(EXERCISE MATERIAL)
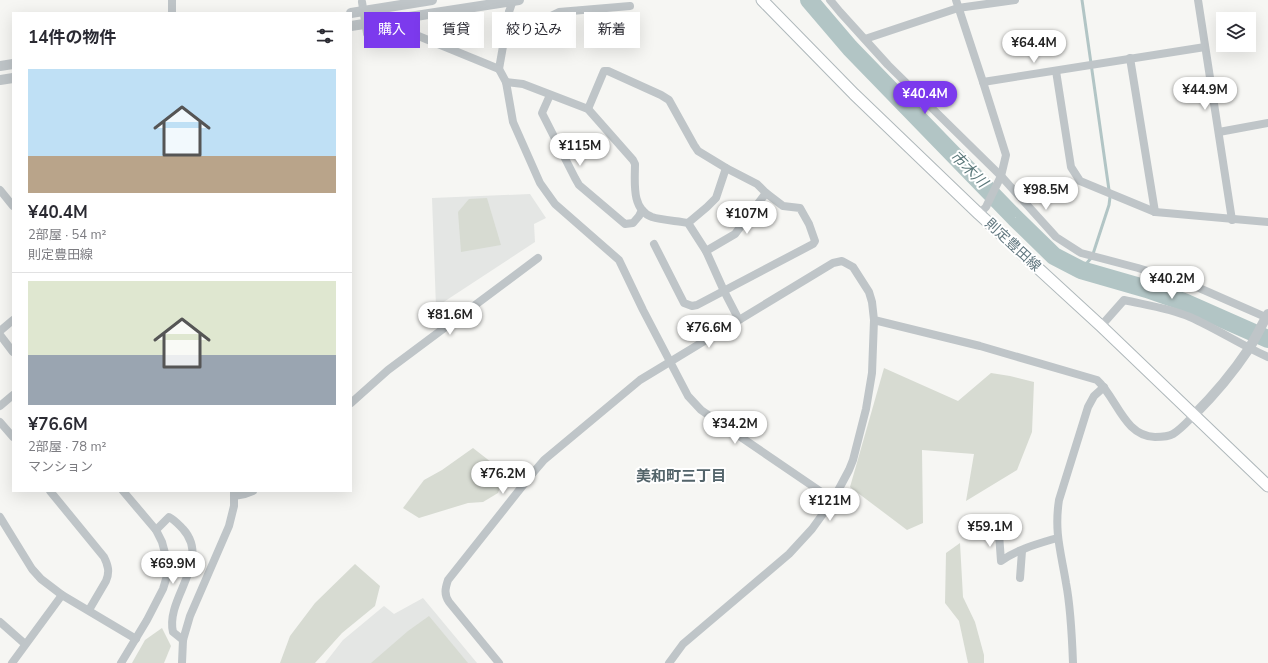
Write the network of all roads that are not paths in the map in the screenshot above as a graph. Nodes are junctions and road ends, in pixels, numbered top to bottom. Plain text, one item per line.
1 (172, 0) edge
2 (432, 0) edge
3 (513, 0) edge
4 (519, 0) edge
5 (762, 0) edge
6 (830, 0) edge
7 (1015, 0) edge
8 (1198, 0) edge
9 (362, 1) edge
10 (957, 4) edge
11 (630, 6) dead end
12 (172, 12) edge
13 (509, 12) edge
14 (559, 12) edge
15 (352, 13) edge
16 (352, 26) edge
17 (865, 39) junction
18 (1205, 47) junction
19 (503, 48) edge
20 (1130, 58) junction
21 (12, 64) edge
22 (0, 66) edge
23 (500, 69) junction
24 (1056, 70) junction
25 (12, 78) edge
26 (0, 80) edge
27 (506, 82) junction
28 (983, 82) junction
29 (550, 95) junction
30 (588, 110) junction
31 (1268, 123) edge
32 (1219, 132) junction
33 (726, 168) junction
34 (1001, 176) junction
35 (0, 190) edge
36 (766, 193) junction
37 (12, 204) edge
38 (642, 210) junction
39 (983, 210) junction
40 (1155, 212) junction
41 (1232, 220) junction
42 (1268, 222) edge
43 (688, 223) junction
44 (654, 244) dead end
45 (706, 251) junction
46 (538, 258) dead end
47 (724, 292) junction
48 (1267, 317) edge
49 (739, 320) junction
50 (874, 320) junction
51 (12, 321) edge
52 (1101, 326) junction
53 (0, 331) edge
54 (0, 335) edge
55 (1249, 348) junction
56 (12, 351) edge
57 (1268, 357) edge
58 (670, 361) junction
59 (1104, 387) junction
60 (12, 396) edge
61 (352, 402) edge
62 (0, 406) edge
63 (1194, 415) junction
64 (0, 422) edge
65 (12, 436) edge
66 (1268, 486) edge
67 (51, 492) edge
68 (124, 492) edge
69 (250, 492) edge
70 (234, 494) edge
71 (833, 500) junction
72 (0, 517) edge
73 (156, 530) junction
74 (999, 534) dead end
75 (1057, 538) junction
76 (1022, 551) junction
77 (1020, 578) dead end
78 (62, 594) junction
79 (89, 610) junction
80 (0, 622) edge
81 (136, 639) junction
82 (183, 640) junction
83 (25, 644) junction
84 (12, 663) edge
85 (121, 663) edge
86 (182, 663) edge
87 (499, 663) edge
88 (669, 663) edge
89 (1073, 663) edge

1 - 12 street
2 - 15 street
3 - 13 street, bridge
4 - 16 street
5 - 39 main road, 則定豊田線
6 - 17 street
7 - 10 street
8 - 18 street
9 - 23 street, bridge
10 - 17 street
10 - 28 street
11 - 14 street
17 - 34 street
18 - 20 street
18 - 32 street
19 - 23 street
20 - 24 street
20 - 40 street
21 - 22 street
23 - 27 street
24 - 28 street
24 - 40 street
25 - 26 street
27 - 29 street
27 - 58 street
28 - 34 street
29 - 30 street
29 - 38 street
30 - 33 street
30 - 38 street
31 - 32 street
32 - 41 street
33 - 36 street
33 - 43 street
34 - 39 street
34 - 48 street
35 - 37 street
36 - 45 street
36 - 47 street
38 - 43 street
39 - 52 main road, 則定豊田線
40 - 41 street
41 - 42 street
43 - 45 street
44 - 47 street
45 - 47 street
46 - 61 street
47 - 49 street
48 - 55 street
49 - 50 street
49 - 58 street
50 - 59 street
50 - 71 street
51 - 53 street
52 - 55 street
52 - 63 main road, 則定豊田線
54 - 56 street
55 - 57 street
55 - 63 street
58 - 71 street
58 - 87 street
59 - 63 street
59 - 75 street
60 - 62 street
63 - 66 main road, 則定豊田線
64 - 65 street
67 - 79 street
68 - 73 street
69 - 70 street
70 - 82 street
71 - 88 street
72 - 78 street
73 - 81 street
73 - 82 street
74 - 76 street
75 - 76 street
75 - 89 street
76 - 77 street
78 - 79 street
78 - 83 street
79 - 81 street
80 - 83 street
81 - 85 street
82 - 86 street
83 - 84 street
(End EXERCISE MATERIAL)
**PROBLEM REQUIREMENTS**
Go through the lines above. Select every one that has the string "則定豊田線".

**EXPECTED OUTPUT**
5 - 39 main road, 則定豊田線
39 - 52 main road, 則定豊田線
52 - 63 main road, 則定豊田線
63 - 66 main road, 則定豊田線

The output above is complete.